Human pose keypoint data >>
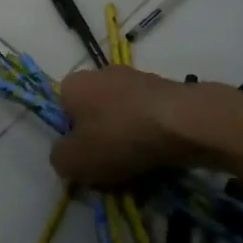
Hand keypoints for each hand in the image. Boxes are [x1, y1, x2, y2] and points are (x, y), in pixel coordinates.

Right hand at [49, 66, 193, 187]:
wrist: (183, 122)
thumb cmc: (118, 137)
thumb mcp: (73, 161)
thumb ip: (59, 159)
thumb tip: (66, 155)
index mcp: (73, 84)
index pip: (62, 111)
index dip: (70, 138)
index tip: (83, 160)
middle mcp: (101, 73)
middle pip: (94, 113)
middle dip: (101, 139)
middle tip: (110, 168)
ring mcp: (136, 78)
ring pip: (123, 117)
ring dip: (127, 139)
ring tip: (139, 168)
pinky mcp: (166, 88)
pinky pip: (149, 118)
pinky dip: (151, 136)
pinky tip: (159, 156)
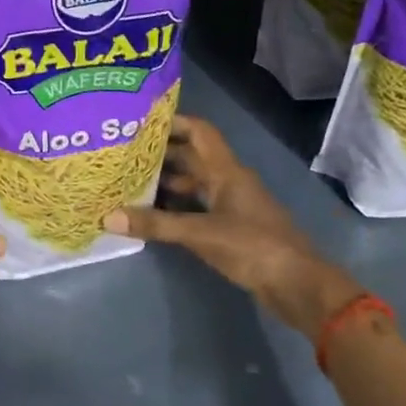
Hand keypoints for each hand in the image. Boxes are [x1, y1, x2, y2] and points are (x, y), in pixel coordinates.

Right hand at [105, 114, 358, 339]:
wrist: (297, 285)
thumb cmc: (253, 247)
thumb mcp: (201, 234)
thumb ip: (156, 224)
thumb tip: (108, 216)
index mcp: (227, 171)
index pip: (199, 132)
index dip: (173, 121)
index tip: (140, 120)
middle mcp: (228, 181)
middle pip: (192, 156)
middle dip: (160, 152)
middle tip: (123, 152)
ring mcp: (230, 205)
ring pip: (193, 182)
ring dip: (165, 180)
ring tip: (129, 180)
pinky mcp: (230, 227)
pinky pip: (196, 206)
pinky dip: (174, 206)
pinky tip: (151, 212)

* * *

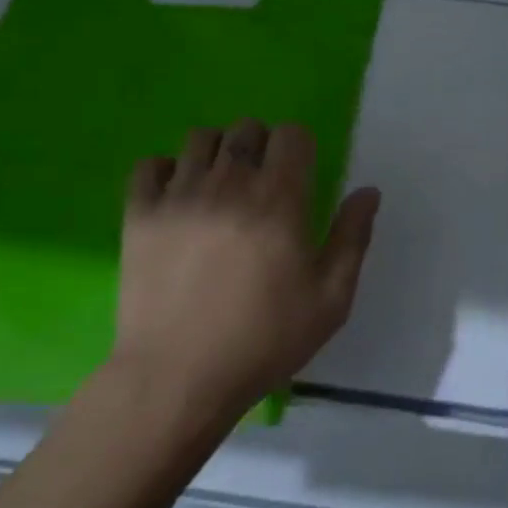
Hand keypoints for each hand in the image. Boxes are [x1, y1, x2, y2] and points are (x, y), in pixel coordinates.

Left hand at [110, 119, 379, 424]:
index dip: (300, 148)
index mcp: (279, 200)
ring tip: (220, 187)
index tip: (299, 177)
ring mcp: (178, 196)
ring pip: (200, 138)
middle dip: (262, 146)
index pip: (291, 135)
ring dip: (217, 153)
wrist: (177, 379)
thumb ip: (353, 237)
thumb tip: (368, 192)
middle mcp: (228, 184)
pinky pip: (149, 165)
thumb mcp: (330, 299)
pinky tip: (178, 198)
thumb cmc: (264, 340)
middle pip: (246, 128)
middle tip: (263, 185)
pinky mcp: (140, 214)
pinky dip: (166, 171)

==

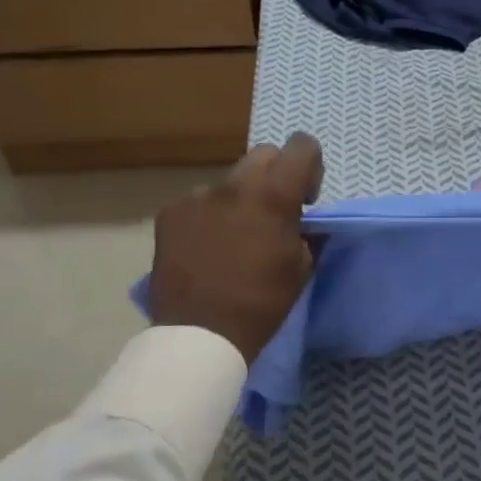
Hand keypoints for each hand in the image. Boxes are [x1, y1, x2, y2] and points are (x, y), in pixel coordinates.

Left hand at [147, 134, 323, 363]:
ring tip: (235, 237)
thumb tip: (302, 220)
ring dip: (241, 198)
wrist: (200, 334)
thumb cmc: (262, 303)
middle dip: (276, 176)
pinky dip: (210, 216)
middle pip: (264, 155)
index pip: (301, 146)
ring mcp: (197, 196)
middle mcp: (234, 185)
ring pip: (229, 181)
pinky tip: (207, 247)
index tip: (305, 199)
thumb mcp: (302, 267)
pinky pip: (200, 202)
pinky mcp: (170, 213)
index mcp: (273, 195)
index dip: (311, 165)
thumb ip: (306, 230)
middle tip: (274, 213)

WHAT IS NEEDED >>
Would you output the lines above from the line holding "index tip: (83, 160)" up to and including the line holding "wrist: (297, 285)", exactly and only those, with no pictures?

ANSWER TO THIS TASK >>
index tip: (83, 160)
middle mcp: (101, 73)
middle pip: (94, 113)
middle dip: (101, 139)
middle tip: (110, 168)
ring mcp: (136, 78)
ring pip: (123, 117)
ring dip: (127, 139)
ring tip: (139, 168)
pinky mcp: (166, 88)
pinky pip: (149, 118)
pinky dip: (151, 136)
pinky tip: (159, 156)
Hand keypoints for each hand in the image. Boxes are [x1, y1, x2, y2] and points are (x, y), in pixel coordinates.

Right hand at [105, 114, 358, 339]:
wrist: (297, 285)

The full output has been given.